Le "scadenze" di Pompei - Su Pompei pendono due spade di Damocle: da un lato la scadenza imposta dall'Unesco del 31 dicembre per restare tra i siti considerati "patrimonio dell'umanita", dall'altra le grandi opere da effettuare entro il 2015 per non perdere i fondi Ue. Entro queste date dovranno essere avviati in maniera massiccia i restauri del sito archeologico.
"Due dei primi cinque cantieri sono avviati - ha spiegato Bray -, il terzo partirà in questi giorni e gli altri due sono fermi per un supplemento di controlli sulla trasparenza. Entro il 2015 dovremo aprirne 39, una sfida che abbiamo intenzione di vincere. Insieme al governo sono impegnato su Pompei e per un piano complessivo di rilancio dei Beni culturali".
"Per il rilancio della cultura è necessario fare network fra pubblico e privato" - "Non è più tempo di usare la retorica delle parole - spiega il ministro - il mio ministero, ad esempio, ha più di 700 siti internet. Non è solo un problema di spesa ma un modo di rappresentare il Paese. In una reale logica di servizio - prosegue - non solo di ritorno economico, dobbiamo essere capaci di fare network tra pubblico e privato ma anche tra cultura e turismo, beni artistici e paesaggio. Come dire, la cultura delle culture".
"Serve una visione ad ampio raggio" - Nel corso del suo intervento più volte il ministro ha quindi ribadito la necessità di una "visione a più ampio raggio. Il Paese - dice - deve tornare a fare sistema, superare le contrapposizioni di interessi tra individui e collettività. Dobbiamo organizzare la molteplicità delle offerte e sperimentare, cercare strade nuove, con un fortissimo grado di innovazione".
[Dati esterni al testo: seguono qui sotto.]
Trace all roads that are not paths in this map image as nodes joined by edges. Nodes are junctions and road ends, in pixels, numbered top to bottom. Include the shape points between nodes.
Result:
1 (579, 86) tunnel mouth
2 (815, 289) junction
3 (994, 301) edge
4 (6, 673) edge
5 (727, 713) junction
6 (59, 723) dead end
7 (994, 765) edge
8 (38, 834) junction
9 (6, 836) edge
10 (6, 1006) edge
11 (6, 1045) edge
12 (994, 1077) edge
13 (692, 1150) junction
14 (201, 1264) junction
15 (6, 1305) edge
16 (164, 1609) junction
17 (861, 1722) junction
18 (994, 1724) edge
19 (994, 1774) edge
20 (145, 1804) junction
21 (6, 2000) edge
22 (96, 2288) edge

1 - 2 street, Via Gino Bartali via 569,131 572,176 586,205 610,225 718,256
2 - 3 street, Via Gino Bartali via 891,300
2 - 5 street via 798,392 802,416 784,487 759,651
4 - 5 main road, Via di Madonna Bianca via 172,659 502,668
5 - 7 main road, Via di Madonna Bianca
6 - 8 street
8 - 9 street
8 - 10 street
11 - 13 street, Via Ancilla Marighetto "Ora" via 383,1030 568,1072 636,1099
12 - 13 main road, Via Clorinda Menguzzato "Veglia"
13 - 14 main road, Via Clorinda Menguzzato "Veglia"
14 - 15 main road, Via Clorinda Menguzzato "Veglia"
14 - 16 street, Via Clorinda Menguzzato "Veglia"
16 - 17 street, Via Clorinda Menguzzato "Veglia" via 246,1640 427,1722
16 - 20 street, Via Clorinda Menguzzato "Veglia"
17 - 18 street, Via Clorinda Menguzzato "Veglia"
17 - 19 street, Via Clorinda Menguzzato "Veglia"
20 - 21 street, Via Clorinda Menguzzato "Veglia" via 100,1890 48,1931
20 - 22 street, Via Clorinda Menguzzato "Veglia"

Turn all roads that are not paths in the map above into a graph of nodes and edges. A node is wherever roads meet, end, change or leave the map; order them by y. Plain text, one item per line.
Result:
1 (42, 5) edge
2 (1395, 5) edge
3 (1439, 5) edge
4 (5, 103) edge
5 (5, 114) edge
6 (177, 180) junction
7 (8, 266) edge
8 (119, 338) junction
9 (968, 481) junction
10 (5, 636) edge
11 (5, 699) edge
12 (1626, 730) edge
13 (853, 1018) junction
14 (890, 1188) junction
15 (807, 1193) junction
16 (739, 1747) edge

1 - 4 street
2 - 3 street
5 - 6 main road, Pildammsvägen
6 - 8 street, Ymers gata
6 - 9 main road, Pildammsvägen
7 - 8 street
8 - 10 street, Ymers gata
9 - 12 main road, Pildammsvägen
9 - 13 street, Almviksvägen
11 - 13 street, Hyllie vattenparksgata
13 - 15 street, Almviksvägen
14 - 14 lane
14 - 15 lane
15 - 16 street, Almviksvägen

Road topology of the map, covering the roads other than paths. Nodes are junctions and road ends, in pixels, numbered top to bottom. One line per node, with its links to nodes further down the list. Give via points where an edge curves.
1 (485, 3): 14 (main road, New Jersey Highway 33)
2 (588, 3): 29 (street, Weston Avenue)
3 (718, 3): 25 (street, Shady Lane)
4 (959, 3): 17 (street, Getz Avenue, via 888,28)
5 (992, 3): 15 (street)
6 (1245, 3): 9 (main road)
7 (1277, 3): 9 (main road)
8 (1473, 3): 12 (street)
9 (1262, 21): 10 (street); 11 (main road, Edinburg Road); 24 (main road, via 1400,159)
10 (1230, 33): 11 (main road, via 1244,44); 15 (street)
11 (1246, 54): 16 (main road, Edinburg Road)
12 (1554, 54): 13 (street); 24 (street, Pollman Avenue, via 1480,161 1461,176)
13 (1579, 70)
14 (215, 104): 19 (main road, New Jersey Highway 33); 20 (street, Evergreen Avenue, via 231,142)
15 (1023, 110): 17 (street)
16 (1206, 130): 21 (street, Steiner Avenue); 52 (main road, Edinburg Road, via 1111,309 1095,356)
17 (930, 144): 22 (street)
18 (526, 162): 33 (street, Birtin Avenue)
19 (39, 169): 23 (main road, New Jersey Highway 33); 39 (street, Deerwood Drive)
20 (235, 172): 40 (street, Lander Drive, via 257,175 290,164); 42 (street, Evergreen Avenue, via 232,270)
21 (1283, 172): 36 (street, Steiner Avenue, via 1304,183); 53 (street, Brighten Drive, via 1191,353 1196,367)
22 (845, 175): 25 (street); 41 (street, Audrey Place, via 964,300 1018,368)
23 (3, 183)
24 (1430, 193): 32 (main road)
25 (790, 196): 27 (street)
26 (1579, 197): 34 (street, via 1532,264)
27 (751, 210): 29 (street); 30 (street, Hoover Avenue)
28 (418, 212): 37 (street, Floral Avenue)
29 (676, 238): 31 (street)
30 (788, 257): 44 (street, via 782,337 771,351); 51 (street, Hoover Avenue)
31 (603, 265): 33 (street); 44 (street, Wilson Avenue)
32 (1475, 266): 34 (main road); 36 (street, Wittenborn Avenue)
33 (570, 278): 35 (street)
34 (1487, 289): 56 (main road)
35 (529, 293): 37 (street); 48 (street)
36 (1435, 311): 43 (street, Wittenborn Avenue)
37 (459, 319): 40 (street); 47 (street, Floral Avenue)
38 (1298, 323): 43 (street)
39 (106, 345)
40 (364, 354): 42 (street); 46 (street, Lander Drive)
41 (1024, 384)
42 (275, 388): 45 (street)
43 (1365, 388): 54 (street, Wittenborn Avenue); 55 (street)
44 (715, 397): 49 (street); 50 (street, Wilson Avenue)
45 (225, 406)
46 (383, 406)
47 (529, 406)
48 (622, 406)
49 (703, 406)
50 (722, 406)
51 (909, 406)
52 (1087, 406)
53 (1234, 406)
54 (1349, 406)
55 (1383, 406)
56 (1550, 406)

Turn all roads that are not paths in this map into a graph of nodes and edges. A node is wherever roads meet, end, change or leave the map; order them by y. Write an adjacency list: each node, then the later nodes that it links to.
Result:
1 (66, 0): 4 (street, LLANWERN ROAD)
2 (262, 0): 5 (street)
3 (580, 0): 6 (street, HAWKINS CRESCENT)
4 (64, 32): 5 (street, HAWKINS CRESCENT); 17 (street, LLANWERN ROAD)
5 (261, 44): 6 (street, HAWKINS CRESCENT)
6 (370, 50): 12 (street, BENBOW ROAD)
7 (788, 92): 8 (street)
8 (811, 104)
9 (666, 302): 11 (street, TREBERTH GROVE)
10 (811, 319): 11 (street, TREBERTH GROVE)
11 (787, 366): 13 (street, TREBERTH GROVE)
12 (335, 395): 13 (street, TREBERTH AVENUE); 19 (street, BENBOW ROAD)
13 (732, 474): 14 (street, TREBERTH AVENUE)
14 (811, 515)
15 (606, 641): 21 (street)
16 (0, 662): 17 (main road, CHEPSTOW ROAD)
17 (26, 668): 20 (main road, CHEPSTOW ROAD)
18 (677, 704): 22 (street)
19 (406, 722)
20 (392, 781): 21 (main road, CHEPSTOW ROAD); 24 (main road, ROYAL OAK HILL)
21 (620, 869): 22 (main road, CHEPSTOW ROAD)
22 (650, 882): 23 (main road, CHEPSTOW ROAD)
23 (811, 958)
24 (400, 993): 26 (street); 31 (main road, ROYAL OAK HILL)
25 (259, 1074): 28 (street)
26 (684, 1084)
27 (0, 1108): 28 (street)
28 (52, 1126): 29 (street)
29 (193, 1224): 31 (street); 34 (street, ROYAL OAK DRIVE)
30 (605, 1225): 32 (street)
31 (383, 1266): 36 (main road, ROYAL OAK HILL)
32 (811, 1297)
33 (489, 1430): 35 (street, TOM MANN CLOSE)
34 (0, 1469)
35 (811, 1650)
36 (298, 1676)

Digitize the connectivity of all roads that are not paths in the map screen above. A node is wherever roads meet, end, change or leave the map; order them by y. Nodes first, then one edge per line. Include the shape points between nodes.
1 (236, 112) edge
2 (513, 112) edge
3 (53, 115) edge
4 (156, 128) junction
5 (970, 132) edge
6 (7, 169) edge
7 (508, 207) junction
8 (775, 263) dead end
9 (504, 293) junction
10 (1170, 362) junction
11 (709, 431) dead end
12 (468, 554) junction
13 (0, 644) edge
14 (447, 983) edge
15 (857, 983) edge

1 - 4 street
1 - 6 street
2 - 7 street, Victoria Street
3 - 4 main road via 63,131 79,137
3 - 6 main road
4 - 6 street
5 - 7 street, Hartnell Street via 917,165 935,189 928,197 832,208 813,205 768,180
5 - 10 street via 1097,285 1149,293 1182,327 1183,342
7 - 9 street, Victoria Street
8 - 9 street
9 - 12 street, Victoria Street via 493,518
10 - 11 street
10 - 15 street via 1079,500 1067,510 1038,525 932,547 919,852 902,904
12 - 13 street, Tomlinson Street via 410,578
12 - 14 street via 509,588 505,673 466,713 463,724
"In tempo di crisi, la cultura può essere la base per un rilancio" - E, ancora: "Nel corso degli ultimi anni la cultura è stata oggetto di due attacchi: una poco lungimirante, riduzione dei finanziamenti, e una delegittimazione sul piano politico, perché con la cultura non si mangerebbe. E' vero il contrario: di fronte alle crisi economica globale sono la cultura ed il turismo le forze su cui puntare per il lavoro e il ruolo internazionale che meritiamo. Questa è una crisi non solo economica, ma di ideali, che produce pericolose derive".